[Opening Data provided section]

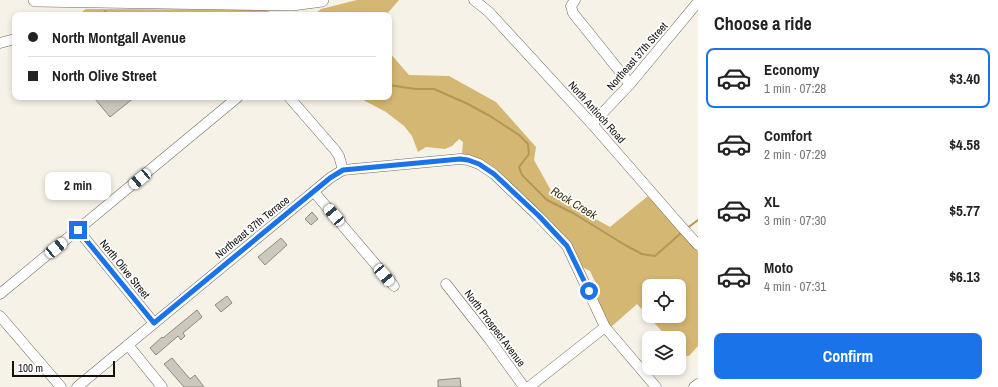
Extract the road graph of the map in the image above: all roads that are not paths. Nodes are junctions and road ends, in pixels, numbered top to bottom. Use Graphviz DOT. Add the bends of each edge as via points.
graph roads {
  1 [pos="34,0"];
  2 [pos="322,0"];
  3 [pos="474,0"];
  4 [pos="198,1"];
  5 [pos="698,2"];
  6 [pos="573,3"];
  7 [pos="12,40"];
  8 [pos="0,43"];
  9 [pos="630,84"];
  10 [pos="234,100"];
  11 [pos="292,100"];
  12 [pos="592,124"];
  13 [pos="343,170"];
  14 [pos="314,192"];
  15 [pos="78,230"];
  16 [pos="698,245"];
  17 [pos="446,284"];
  18 [pos="394,286"];
  19 [pos="0,294"];
  20 [pos="0,316"];
  21 [pos="154,323"];
  22 [pos="605,327"];
  23 [pos="128,345"];
  24 [pos="698,384"];
  25 [pos="61,387"];
  26 [pos="77,387"];
  27 [pos="162,387"];
  28 [pos="524,387"];
  29 [pos="529,387"];
  30 [pos="656,387"];
  31 [pos="694,387"];
  1 -- 4 [label="main road"];
  2 -- 4 [label="main road" via="292,4"];
  3 -- 12 [label="street, North Antioch Road"];
  5 -- 9 [label="street, Northeast 37th Street"];
  6 -- 9 [label="street" via="573,13"];
  7 -- 8 [label="street"];
  9 -- 12 [label="street, Northeast 37th Street"];
  10 -- 15 [label="street"];
  11 -- 13 [label="street" via="335,150"];
  12 -- 16 [label="street, North Antioch Road"];
  13 -- 14 [label="street, Northeast 37th Terrace"];
  13 -- 22 [label="street, Northeast 37th Terrace" via="451,159 479,164 494,174 567,246"];
  14 -- 18 [label="street"];
  14 -- 21 [label="street, Northeast 37th Terrace"];
  15 -- 19 [label="street"];
  15 -- 21 [label="street, North Olive Street"];
  17 -- 28 [label="street, North Prospect Avenue"];
  20 -- 25 [label="street"];
  21 -- 23 [label="street, Northeast 37th Terrace"];
  22 -- 29 [label="street"];
  22 -- 30 [label="street"];
  23 -- 26 [label="street, Northeast 37th Terrace"];
  23 -- 27 [label="street"];
  24 -- 31 [label="street"];
}
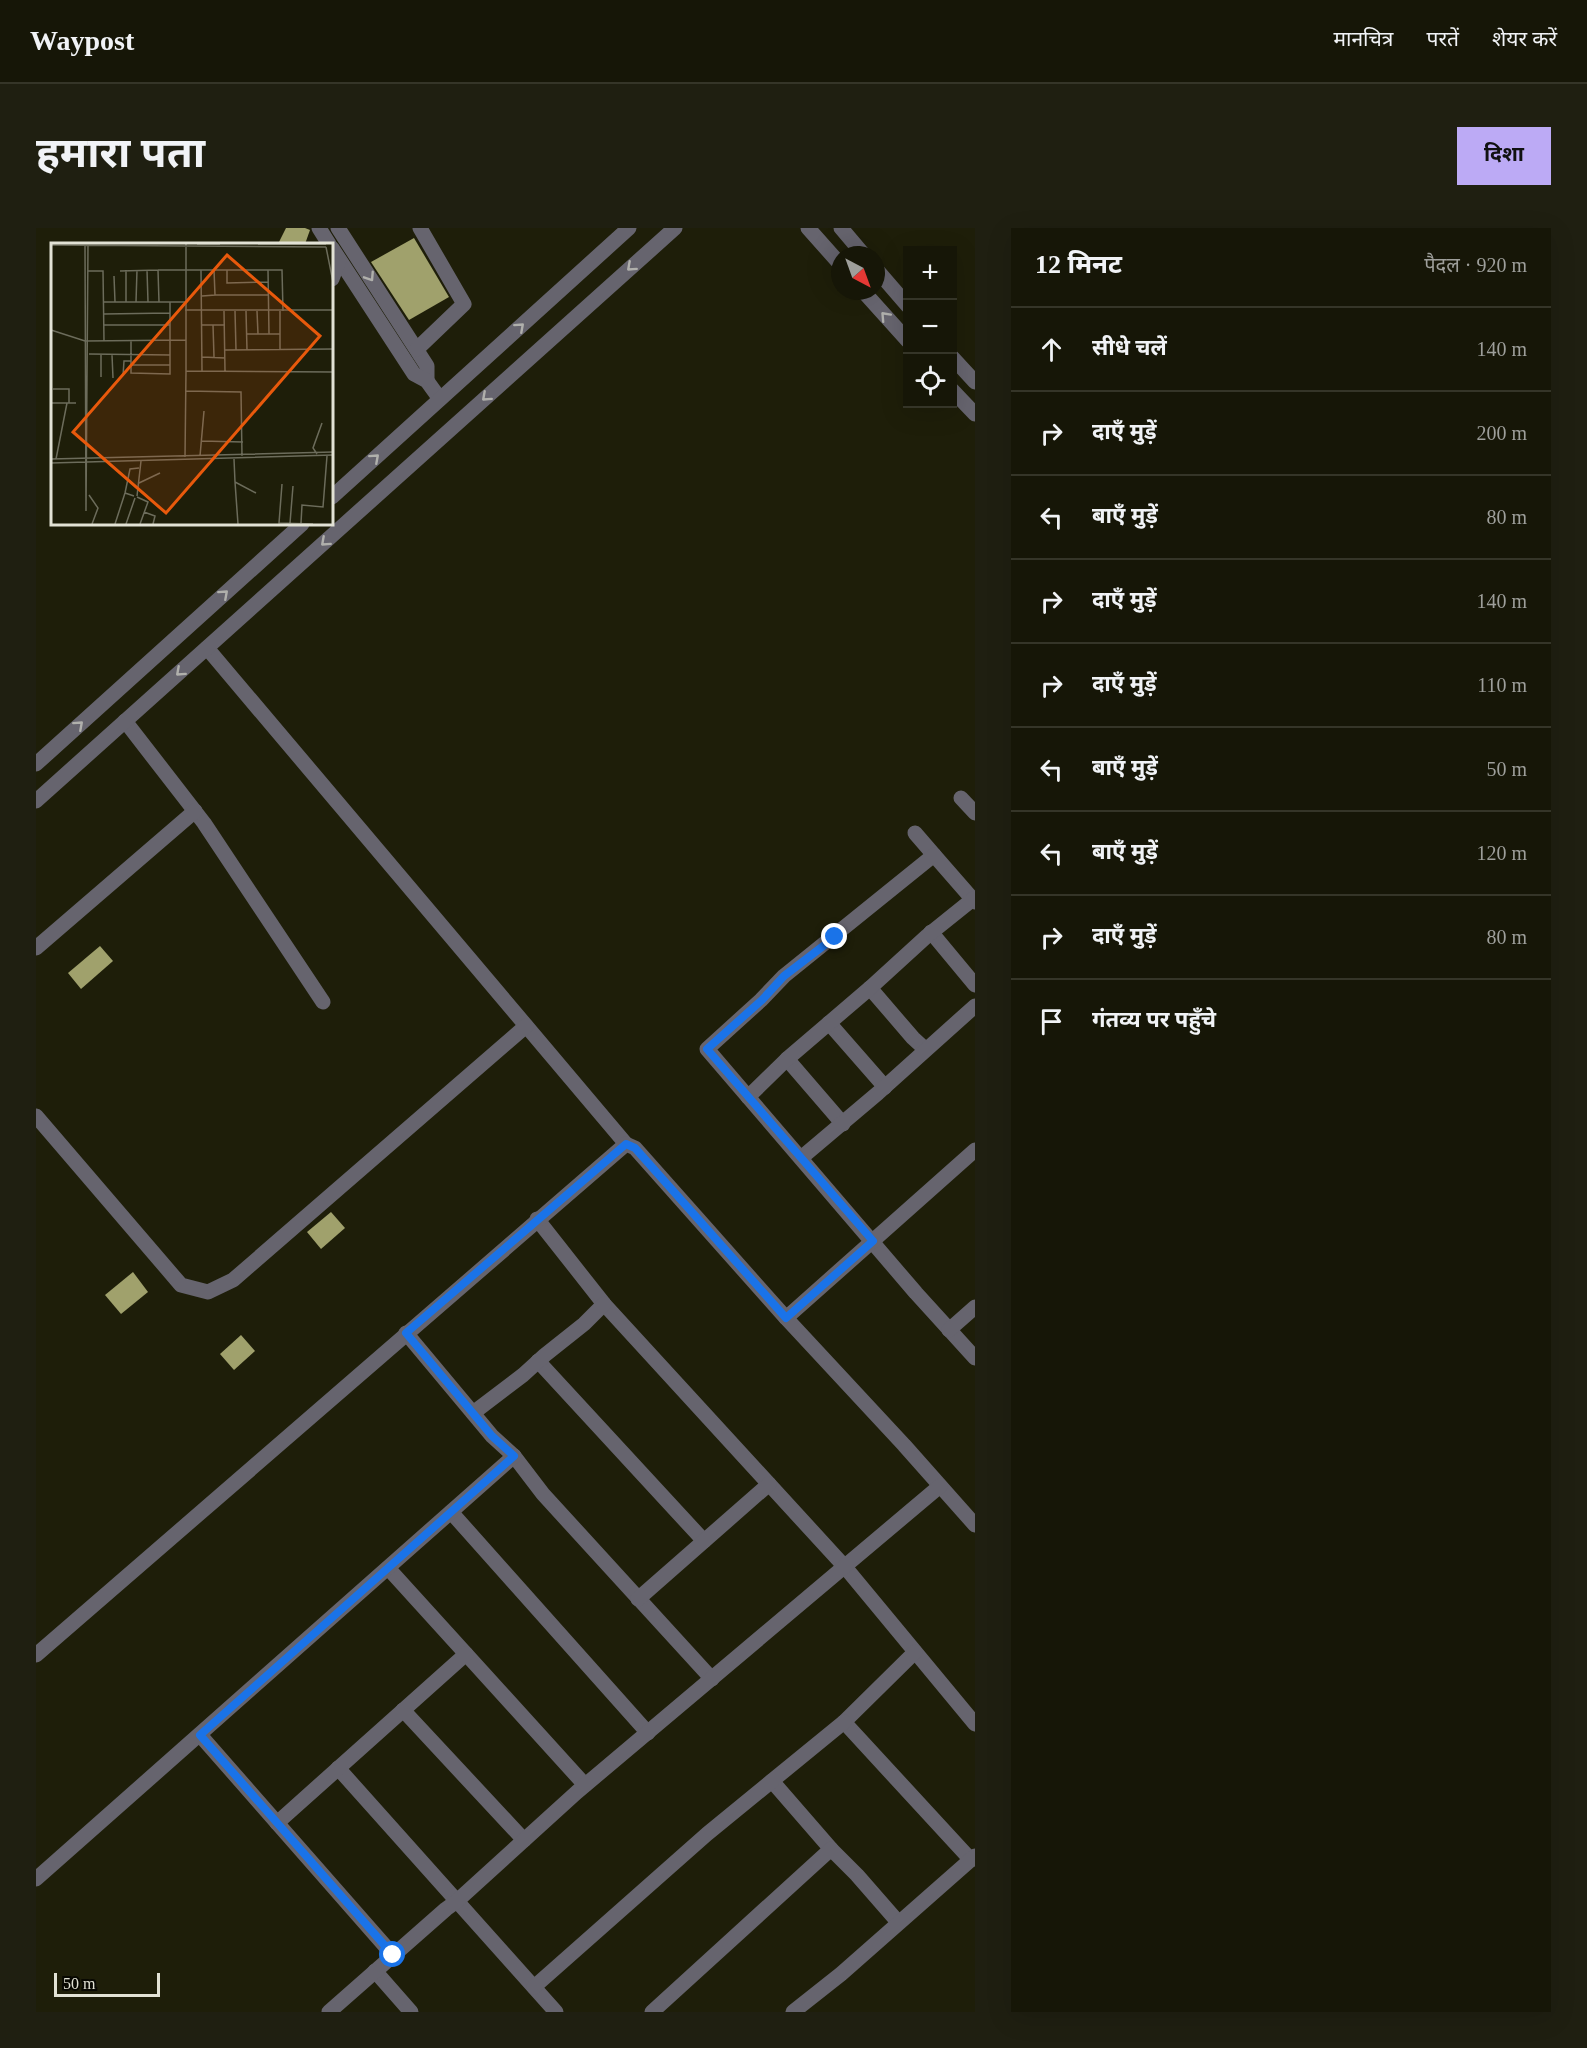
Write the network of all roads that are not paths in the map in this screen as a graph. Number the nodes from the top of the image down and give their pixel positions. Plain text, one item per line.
1 (319, 228) edge
2 (339, 228) edge
3 (420, 228) edge
4 (629, 228) edge
5 (675, 228) edge
6 (808, 228) edge
7 (841, 228) edge
8 (328, 243) edge
9 (856, 246) edge
10 (333, 251) edge
11 (831, 254) edge
12 (885, 279) edge
13 (871, 300) edge
14 (903, 300) edge
15 (903, 335) edge
16 (417, 349) junction
17 (957, 362) edge
18 (421, 378) junction
19 (975, 382) edge
20 (957, 395) edge
21 (440, 399) junction
22 (975, 414) edge
23 (333, 496) edge
24 (301, 525) edge
25 (207, 648) junction
26 (125, 721) junction
27 (36, 764) edge
28 (961, 798) dead end
29 (36, 801) edge
30 (195, 811) junction
31 (975, 813) edge
32 (915, 833) dead end
33 (934, 855) junction
34 (974, 901) edge
35 (931, 932) junction
36 (36, 948) edge
37 (975, 985) edge
38 (870, 988) junction
39 (323, 1002) dead end
40 (975, 1006) edge
41 (829, 1023) junction
42 (526, 1026) junction
43 (925, 1049) junction
44 (787, 1059) junction
45 (885, 1087) junction
46 (748, 1097) junction
47 (36, 1116) edge
48 (843, 1124) junction
49 (626, 1144) junction
50 (975, 1150) edge
51 (801, 1158) junction
52 (537, 1219) junction
53 (873, 1241) junction
54 (604, 1304) junction
55 (975, 1307) edge
56 (786, 1318) junction
57 (949, 1330) junction
58 (406, 1333) junction
59 (975, 1358) edge
60 (538, 1361) junction
61 (473, 1413) junction
62 (514, 1456) junction
63 (769, 1484) junction
64 (940, 1486) junction
65 (451, 1512) junction
66 (975, 1525) edge
67 (704, 1541) junction
68 (845, 1567) junction
69 (388, 1568) junction
70 (638, 1599) junction
71 (915, 1652) junction
72 (466, 1654) junction
73 (36, 1655) edge
74 (712, 1679) junction
75 (403, 1710) junction
76 (844, 1722) junction
77 (975, 1724) edge
78 (648, 1733) junction
79 (200, 1735) junction
80 (338, 1768) junction
81 (772, 1781) junction
82 (585, 1785) junction
83 (277, 1823) junction
84 (524, 1840) junction
85 (831, 1849) junction
86 (973, 1858) edge
87 (36, 1879) edge
88 (457, 1901) junction
89 (898, 1922) junction
90 (393, 1955) junction
91 (375, 1971) junction
92 (534, 1987) junction
93 (329, 2012) edge
94 (411, 2012) edge
95 (556, 2012) edge
96 (652, 2012) edge
97 (793, 2012) edge

1 - 8 street
2 -> 16 street
3 - 16 street
21 -> 4 street
5 -> 25 street
6 - 11 street
7 - 9 street
10 - 18 street
12 - 14 street
15 -> 13 street
16 - 18 street
17 - 19 street
18 - 21 street
20 - 22 street
23 -> 21 street
27 -> 24 street
25 -> 26 street
25 - 42 street
26 - 29 street
26 - 30 street
28 - 31 street
30 - 36 street
30 - 39 street
32 - 33 street
33 - 34 street
33 - 46 street
34 - 35 street
35 - 37 street
35 - 38 street
38 - 41 street
38 - 43 street
40 - 43 street
41 - 44 street
41 - 45 street
42 - 47 street
42 - 49 street
43 - 45 street
44 - 46 street
44 - 48 street
45 - 48 street
46 - 51 street
48 - 51 street
49 - 52 street
49 - 56 street
50 - 53 street
51 - 53 street
52 - 54 street
52 - 58 street
53 - 56 street
53 - 57 street
54 - 60 street
54 - 63 street
55 - 57 street
56 - 64 street
57 - 59 street
58 - 61 street
58 - 73 street
60 - 61 street
60 - 67 street
61 - 62 street
62 - 65 street
62 - 70 street
63 - 67 street
63 - 68 street
64 - 66 street
64 - 68 street
65 - 69 street
65 - 78 street
67 - 70 street
68 - 71 street
68 - 74 street
69 - 72 street
69 - 79 street
70 - 74 street
71 - 76 street
71 - 77 street
72 - 75 street
72 - 82 street
74 - 78 street
75 - 80 street
75 - 84 street
76 - 81 street
76 - 86 street
78 - 82 street
79 - 83 street
79 - 87 street
80 - 83 street
80 - 88 street
81 - 85 street
81 - 92 street
82 - 84 street
83 - 90 street
84 - 88 street
85 - 89 street
85 - 96 street
86 - 89 street
88 - 90 street
88 - 92 street
89 - 97 street
90 - 91 street
91 - 93 street
91 - 94 street
92 - 95 street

[Closing Data provided section]

Send back the data above word for word, with the pictures left out.

■ Task response:
Extract the road graph of the map in the image above: all roads that are not paths. Nodes are junctions and road ends, in pixels, numbered top to bottom. Use Graphviz DOT. Add the bends of each edge as via points.
graph roads {
  1 [pos="34,0"];
  2 [pos="322,0"];
  3 [pos="474,0"];
  4 [pos="198,1"];
  5 [pos="698,2"];
  6 [pos="573,3"];
  7 [pos="12,40"];
  8 [pos="0,43"];
  9 [pos="630,84"];
  10 [pos="234,100"];
  11 [pos="292,100"];
  12 [pos="592,124"];
  13 [pos="343,170"];
  14 [pos="314,192"];
  15 [pos="78,230"];
  16 [pos="698,245"];
  17 [pos="446,284"];
  18 [pos="394,286"];
  19 [pos="0,294"];
  20 [pos="0,316"];
  21 [pos="154,323"];
  22 [pos="605,327"];
  23 [pos="128,345"];
  24 [pos="698,384"];
  25 [pos="61,387"];
  26 [pos="77,387"];
  27 [pos="162,387"];
  28 [pos="524,387"];
  29 [pos="529,387"];
  30 [pos="656,387"];
  31 [pos="694,387"];
  1 -- 4 [label="main road"];
  2 -- 4 [label="main road" via="292,4"];
  3 -- 12 [label="street, North Antioch Road"];
  5 -- 9 [label="street, Northeast 37th Street"];
  6 -- 9 [label="street" via="573,13"];
  7 -- 8 [label="street"];
  9 -- 12 [label="street, Northeast 37th Street"];
  10 -- 15 [label="street"];
  11 -- 13 [label="street" via="335,150"];
  12 -- 16 [label="street, North Antioch Road"];
  13 -- 14 [label="street, Northeast 37th Terrace"];
  13 -- 22 [label="street, Northeast 37th Terrace" via="451,159 479,164 494,174 567,246"];
  14 -- 18 [label="street"];
  14 -- 21 [label="street, Northeast 37th Terrace"];
  15 -- 19 [label="street"];
  15 -- 21 [label="street, North Olive Street"];
  17 -- 28 [label="street, North Prospect Avenue"];
  20 -- 25 [label="street"];
  21 -- 23 [label="street, Northeast 37th Terrace"];
  22 -- 29 [label="street"];
  22 -- 30 [label="street"];
  23 -- 26 [label="street, Northeast 37th Terrace"];
  23 -- 27 [label="street"];
  24 -- 31 [label="street"];
}
Write the network of all roads that are not paths in the map in this screen as a graph. Number the nodes from the top of the image down and give their pixel positions. Plain text, one item per line.
1 (319, 228) edge
2 (339, 228) edge
3 (420, 228) edge
4 (629, 228) edge
5 (675, 228) edge
6 (808, 228) edge
7 (841, 228) edge
8 (328, 243) edge
9 (856, 246) edge
10 (333, 251) edge
11 (831, 254) edge
12 (885, 279) edge
13 (871, 300) edge
14 (903, 300) edge
15 (903, 335) edge
16 (417, 349) junction
17 (957, 362) edge
18 (421, 378) junction
19 (975, 382) edge
20 (957, 395) edge
21 (440, 399) junction
22 (975, 414) edge
23 (333, 496) edge
24 (301, 525) edge
25 (207, 648) junction
26 (125, 721) junction
27 (36, 764) edge
28 (961, 798) dead end
29 (36, 801) edge
30 (195, 811) junction
31 (975, 813) edge
32 (915, 833) dead end
33 (934, 855) junction
34 (974, 901) edge
35 (931, 932) junction
36 (36, 948) edge
37 (975, 985) edge
38 (870, 988) junction
39 (323, 1002) dead end
40 (975, 1006) edge
41 (829, 1023) junction
42 (526, 1026) junction
43 (925, 1049) junction
44 (787, 1059) junction
45 (885, 1087) junction
46 (748, 1097) junction
47 (36, 1116) edge
48 (843, 1124) junction
49 (626, 1144) junction
50 (975, 1150) edge
51 (801, 1158) junction
52 (537, 1219) junction
53 (873, 1241) junction
54 (604, 1304) junction
55 (975, 1307) edge
56 (786, 1318) junction
57 (949, 1330) junction
58 (406, 1333) junction
59 (975, 1358) edge
60 (538, 1361) junction
61 (473, 1413) junction
62 (514, 1456) junction
63 (769, 1484) junction
64 (940, 1486) junction
65 (451, 1512) junction
66 (975, 1525) edge
67 (704, 1541) junction
68 (845, 1567) junction
69 (388, 1568) junction
70 (638, 1599) junction
71 (915, 1652) junction
72 (466, 1654) junction
73 (36, 1655) edge
74 (712, 1679) junction
75 (403, 1710) junction
76 (844, 1722) junction
77 (975, 1724) edge
78 (648, 1733) junction
79 (200, 1735) junction
80 (338, 1768) junction
81 (772, 1781) junction
82 (585, 1785) junction
83 (277, 1823) junction
84 (524, 1840) junction
85 (831, 1849) junction
86 (973, 1858) edge
87 (36, 1879) edge
88 (457, 1901) junction
89 (898, 1922) junction
90 (393, 1955) junction
91 (375, 1971) junction
92 (534, 1987) junction
93 (329, 2012) edge
94 (411, 2012) edge
95 (556, 2012) edge
96 (652, 2012) edge
97 (793, 2012) edge

1 - 8 street
2 -> 16 street
3 - 16 street
21 -> 4 street
5 -> 25 street
6 - 11 street
7 - 9 street
10 - 18 street
12 - 14 street
15 -> 13 street
16 - 18 street
17 - 19 street
18 - 21 street
20 - 22 street
23 -> 21 street
27 -> 24 street
25 -> 26 street
25 - 42 street
26 - 29 street
26 - 30 street
28 - 31 street
30 - 36 street
30 - 39 street
32 - 33 street
33 - 34 street
33 - 46 street
34 - 35 street
35 - 37 street
35 - 38 street
38 - 41 street
38 - 43 street
40 - 43 street
41 - 44 street
41 - 45 street
42 - 47 street
42 - 49 street
43 - 45 street
44 - 46 street
44 - 48 street
45 - 48 street
46 - 51 street
48 - 51 street
49 - 52 street
49 - 56 street
50 - 53 street
51 - 53 street
52 - 54 street
52 - 58 street
53 - 56 street
53 - 57 street
54 - 60 street
54 - 63 street
55 - 57 street
56 - 64 street
57 - 59 street
58 - 61 street
58 - 73 street
60 - 61 street
60 - 67 street
61 - 62 street
62 - 65 street
62 - 70 street
63 - 67 street
63 - 68 street
64 - 66 street
64 - 68 street
65 - 69 street
65 - 78 street
67 - 70 street
68 - 71 street
68 - 74 street
69 - 72 street
69 - 79 street
70 - 74 street
71 - 76 street
71 - 77 street
72 - 75 street
72 - 82 street
74 - 78 street
75 - 80 street
75 - 84 street
76 - 81 street
76 - 86 street
78 - 82 street
79 - 83 street
79 - 87 street
80 - 83 street
80 - 88 street
81 - 85 street
81 - 92 street
82 - 84 street
83 - 90 street
84 - 88 street
85 - 89 street
85 - 96 street
86 - 89 street
88 - 90 street
88 - 92 street
89 - 97 street
90 - 91 street
91 - 93 street
91 - 94 street
92 - 95 street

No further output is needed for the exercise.